The importance of exercise for seniors cannot be stressed enough. Seniors who add exercise to their daily routines will become more independent and energetic, their moods will be improved and even symptoms of pain and illness will be better managed.
Cardio exercise like walking or swimming help get your heart rate up and will increase your endurance. However, strength training for seniors can help alleviate chronic pain and reduce the signs and symptoms of many diseases or conditions like:
- Osteoporosis: Strength training for older adults helps increase bone density and can reduce the risk of fractures, especially in women aged 50-70 years old.
- Arthritis: Clinical studies have shown that strength training can decrease arthritis pain by up to 43 percent – some found the effects of strength training as effective, if not more effective, than arthritis medications.
- Obesity: Individuals with a higher muscle mass will have a higher metabolic rate as well. Since strength training increases metabolic rate, it’s immensely helpful for seniors to meet their weight-loss goals.
- Balance: As we age, we can begin to encounter trouble with stability and balance. Strength training for seniors helps increase range of motion and flexibility, which leads to less debilitating falls.

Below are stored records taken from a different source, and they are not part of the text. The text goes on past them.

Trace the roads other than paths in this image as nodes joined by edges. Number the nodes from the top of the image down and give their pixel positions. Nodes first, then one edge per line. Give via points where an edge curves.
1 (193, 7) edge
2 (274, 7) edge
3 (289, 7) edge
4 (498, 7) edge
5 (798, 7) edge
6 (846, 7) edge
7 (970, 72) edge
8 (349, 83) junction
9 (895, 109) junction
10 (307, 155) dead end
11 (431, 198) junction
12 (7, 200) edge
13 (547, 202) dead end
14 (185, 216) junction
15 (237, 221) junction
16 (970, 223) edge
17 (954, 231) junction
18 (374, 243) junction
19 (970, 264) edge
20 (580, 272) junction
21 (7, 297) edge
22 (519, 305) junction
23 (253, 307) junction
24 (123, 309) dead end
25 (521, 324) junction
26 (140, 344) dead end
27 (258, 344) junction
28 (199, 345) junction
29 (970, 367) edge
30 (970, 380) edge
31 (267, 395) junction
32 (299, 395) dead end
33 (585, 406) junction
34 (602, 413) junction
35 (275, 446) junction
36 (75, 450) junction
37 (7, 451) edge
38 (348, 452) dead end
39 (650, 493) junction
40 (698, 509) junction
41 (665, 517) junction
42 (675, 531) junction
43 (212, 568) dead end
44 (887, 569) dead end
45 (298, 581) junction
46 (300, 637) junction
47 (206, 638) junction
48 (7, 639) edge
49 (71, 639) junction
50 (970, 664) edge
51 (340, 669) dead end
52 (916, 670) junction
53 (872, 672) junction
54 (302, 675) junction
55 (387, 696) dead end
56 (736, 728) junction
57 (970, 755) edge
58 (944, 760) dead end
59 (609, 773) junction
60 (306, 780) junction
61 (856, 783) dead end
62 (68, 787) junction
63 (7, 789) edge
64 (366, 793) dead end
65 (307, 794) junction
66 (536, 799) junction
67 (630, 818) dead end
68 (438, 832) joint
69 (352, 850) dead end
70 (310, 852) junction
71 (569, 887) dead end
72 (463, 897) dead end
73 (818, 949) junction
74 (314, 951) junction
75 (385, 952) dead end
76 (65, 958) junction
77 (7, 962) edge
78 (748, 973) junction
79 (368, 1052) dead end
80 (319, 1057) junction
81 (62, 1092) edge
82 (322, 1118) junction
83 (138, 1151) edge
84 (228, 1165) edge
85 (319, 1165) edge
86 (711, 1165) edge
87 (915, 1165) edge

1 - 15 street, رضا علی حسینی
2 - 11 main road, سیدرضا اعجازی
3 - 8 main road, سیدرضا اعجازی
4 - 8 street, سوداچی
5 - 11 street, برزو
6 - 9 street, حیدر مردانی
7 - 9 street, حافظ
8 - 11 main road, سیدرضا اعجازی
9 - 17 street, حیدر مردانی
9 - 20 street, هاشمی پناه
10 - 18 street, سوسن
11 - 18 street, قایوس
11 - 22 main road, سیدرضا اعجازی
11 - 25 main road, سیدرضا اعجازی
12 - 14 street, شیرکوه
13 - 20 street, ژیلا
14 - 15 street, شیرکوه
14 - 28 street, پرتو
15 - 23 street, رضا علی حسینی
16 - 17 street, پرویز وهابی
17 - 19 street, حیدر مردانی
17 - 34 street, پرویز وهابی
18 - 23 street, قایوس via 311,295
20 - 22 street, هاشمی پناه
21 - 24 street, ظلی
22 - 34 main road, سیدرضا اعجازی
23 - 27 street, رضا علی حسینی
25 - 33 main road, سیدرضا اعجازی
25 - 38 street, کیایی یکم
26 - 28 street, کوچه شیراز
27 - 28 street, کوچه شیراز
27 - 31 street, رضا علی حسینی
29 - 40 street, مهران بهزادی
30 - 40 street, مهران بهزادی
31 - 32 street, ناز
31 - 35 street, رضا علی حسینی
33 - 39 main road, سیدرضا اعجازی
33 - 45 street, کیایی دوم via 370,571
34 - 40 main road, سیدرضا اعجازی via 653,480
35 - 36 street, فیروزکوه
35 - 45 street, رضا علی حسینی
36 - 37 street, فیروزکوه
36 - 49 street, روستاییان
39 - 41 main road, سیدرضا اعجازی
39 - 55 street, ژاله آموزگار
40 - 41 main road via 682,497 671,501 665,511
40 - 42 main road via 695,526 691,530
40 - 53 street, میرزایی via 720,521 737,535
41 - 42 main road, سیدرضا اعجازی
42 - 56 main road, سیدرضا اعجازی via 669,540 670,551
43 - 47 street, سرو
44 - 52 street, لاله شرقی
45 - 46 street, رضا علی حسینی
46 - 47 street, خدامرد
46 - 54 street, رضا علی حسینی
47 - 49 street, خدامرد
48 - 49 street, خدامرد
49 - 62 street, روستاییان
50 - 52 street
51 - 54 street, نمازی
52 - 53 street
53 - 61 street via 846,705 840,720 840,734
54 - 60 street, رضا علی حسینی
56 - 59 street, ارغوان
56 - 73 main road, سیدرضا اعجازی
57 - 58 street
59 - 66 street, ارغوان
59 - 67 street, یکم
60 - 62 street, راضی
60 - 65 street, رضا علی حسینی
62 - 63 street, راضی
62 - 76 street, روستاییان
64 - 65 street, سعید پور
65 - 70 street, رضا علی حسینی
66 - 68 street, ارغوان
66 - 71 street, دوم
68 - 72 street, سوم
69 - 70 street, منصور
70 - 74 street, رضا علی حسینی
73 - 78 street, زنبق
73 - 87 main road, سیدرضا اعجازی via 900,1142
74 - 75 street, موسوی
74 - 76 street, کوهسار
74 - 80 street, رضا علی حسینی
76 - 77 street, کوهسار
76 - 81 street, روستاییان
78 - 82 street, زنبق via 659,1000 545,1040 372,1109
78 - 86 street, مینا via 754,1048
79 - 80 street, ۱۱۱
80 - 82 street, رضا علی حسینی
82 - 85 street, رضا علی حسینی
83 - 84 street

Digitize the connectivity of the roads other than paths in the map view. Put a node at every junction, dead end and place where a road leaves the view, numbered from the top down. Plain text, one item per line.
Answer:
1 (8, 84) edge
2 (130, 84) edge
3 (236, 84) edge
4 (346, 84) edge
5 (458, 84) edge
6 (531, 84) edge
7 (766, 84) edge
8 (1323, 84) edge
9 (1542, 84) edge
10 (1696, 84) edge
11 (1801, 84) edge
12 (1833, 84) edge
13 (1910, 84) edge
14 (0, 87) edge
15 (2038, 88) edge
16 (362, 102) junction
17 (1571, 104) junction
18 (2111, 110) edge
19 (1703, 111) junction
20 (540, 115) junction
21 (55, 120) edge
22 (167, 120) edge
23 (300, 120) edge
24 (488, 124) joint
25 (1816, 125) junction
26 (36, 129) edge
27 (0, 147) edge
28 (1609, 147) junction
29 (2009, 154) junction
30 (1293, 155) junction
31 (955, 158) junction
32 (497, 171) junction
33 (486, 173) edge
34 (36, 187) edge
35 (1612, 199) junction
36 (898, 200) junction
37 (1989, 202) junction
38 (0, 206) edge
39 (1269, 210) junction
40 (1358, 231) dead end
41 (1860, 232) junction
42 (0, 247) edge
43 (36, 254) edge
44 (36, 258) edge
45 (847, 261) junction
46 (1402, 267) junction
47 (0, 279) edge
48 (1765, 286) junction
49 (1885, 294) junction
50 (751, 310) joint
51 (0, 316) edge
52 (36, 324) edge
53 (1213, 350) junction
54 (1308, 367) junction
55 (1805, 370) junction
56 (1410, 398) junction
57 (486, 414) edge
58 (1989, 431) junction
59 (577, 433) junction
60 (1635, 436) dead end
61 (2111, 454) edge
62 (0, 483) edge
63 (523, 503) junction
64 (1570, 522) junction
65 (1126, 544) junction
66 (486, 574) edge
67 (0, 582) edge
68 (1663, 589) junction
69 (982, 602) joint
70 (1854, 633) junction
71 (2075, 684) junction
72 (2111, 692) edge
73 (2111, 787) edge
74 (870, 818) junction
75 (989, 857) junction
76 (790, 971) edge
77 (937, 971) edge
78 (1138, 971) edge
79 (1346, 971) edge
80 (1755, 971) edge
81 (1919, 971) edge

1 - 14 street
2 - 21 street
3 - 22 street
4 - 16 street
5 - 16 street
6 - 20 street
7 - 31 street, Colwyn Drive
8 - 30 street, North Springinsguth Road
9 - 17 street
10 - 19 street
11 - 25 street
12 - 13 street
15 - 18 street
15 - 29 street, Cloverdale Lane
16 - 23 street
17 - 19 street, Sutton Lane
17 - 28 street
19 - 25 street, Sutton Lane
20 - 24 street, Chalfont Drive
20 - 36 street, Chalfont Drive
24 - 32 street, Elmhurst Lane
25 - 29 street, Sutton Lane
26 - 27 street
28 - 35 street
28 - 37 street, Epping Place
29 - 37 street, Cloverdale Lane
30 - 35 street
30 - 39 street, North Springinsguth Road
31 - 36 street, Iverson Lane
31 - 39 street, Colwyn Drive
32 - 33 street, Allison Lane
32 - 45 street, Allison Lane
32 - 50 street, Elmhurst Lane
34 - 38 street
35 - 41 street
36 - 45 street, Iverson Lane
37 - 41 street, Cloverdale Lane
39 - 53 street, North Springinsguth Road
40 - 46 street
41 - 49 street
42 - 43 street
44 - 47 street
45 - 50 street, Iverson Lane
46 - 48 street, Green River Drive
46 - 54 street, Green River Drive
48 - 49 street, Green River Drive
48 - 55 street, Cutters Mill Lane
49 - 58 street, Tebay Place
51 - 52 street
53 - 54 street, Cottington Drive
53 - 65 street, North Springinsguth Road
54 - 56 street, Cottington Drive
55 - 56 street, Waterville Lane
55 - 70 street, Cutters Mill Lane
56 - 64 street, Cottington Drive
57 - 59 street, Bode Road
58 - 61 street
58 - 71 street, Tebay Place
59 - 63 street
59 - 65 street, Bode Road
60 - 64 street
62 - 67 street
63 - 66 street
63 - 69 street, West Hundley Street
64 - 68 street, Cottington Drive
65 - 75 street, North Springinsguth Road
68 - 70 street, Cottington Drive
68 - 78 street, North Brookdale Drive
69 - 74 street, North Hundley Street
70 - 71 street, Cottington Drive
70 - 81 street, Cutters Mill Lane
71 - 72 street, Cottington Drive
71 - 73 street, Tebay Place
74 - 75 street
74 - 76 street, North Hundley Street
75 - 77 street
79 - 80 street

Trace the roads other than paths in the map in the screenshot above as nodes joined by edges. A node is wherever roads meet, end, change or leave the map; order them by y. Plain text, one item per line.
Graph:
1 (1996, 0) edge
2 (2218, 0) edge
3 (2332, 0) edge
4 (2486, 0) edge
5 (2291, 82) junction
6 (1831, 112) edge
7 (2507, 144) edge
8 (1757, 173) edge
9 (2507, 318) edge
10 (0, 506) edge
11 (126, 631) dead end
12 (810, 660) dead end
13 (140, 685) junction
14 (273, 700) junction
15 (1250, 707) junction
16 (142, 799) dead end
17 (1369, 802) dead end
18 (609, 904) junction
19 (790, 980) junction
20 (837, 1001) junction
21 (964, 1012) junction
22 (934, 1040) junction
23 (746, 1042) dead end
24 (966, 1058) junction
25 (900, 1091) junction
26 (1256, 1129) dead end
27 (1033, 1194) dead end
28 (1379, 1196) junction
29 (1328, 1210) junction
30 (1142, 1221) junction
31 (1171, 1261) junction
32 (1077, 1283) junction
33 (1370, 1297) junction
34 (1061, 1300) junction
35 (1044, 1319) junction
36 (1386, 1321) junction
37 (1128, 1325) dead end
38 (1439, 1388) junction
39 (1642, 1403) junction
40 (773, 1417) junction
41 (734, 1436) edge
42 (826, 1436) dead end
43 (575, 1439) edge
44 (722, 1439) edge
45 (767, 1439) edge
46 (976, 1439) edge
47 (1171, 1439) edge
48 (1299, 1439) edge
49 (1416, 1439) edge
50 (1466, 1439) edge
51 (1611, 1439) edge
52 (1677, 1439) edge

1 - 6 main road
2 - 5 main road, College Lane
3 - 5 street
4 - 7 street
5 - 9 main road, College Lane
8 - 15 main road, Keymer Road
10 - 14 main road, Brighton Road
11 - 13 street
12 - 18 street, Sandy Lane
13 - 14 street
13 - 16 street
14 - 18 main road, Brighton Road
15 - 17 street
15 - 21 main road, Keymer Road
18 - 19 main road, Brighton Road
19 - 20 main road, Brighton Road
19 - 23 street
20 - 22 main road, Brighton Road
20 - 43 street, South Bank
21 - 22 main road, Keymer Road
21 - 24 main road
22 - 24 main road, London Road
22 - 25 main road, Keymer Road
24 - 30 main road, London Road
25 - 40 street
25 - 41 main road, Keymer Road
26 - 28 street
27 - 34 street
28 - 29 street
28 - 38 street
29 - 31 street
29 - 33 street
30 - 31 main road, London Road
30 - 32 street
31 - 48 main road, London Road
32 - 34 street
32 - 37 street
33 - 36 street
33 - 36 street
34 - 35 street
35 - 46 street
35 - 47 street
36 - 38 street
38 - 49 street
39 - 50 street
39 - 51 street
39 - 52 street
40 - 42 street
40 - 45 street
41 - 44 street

- Diabetes: A recent study showed that after 16 weeks of strength training, both men and women showed improvements in glucose levels that were comparable to the effects of medication. Plus, participants were stronger and lost a considerable amount of body fat.
Strength Training for Seniors – Exercise Tips
A small change in your muscle mass can make a noticeable difference in your strength, as well as improve your ability to do things like climb stairs or get in and out of a car. Strength training exercises will involve equipment like hand weights, resistance bands, or adjustable commercial cable machines you find at any fitness center.
Before you start any exercise regimen, make sure you have the green light from your doctor. When you first begin a strength training routine, start off slowly and make sure you find the right intensity level for your needs. It’s normal to feel slightly sore or fatigued for a few days after a workout, but the range in which you move your arms and legs should never hurt.
Start your strength training workout off with a good warm up that includes some stretching. As you work out, complete 2-3 sets of 10 repetitions while maintaining optimal form. Make sure your movements are controlled and steady. Wait about a minute between sets to give your muscles a brief rest. When you’ve completed your workout routine, don’t forget to “cool down” by stretching your muscles again.
It’s important to work different muscle groups each day; for example, never work your arms two days in a row. You should wait 48 hours in between workouts to specific muscle groups. Instead, work your arms day one, and the next day work your legs or back muscles. Start off with light weights and gradually build up the weights. If you start off with too much weight, you can risk injuring yourself. However, it’s also important to remember to continue to challenge yourself to get the best benefits from strength training exercises.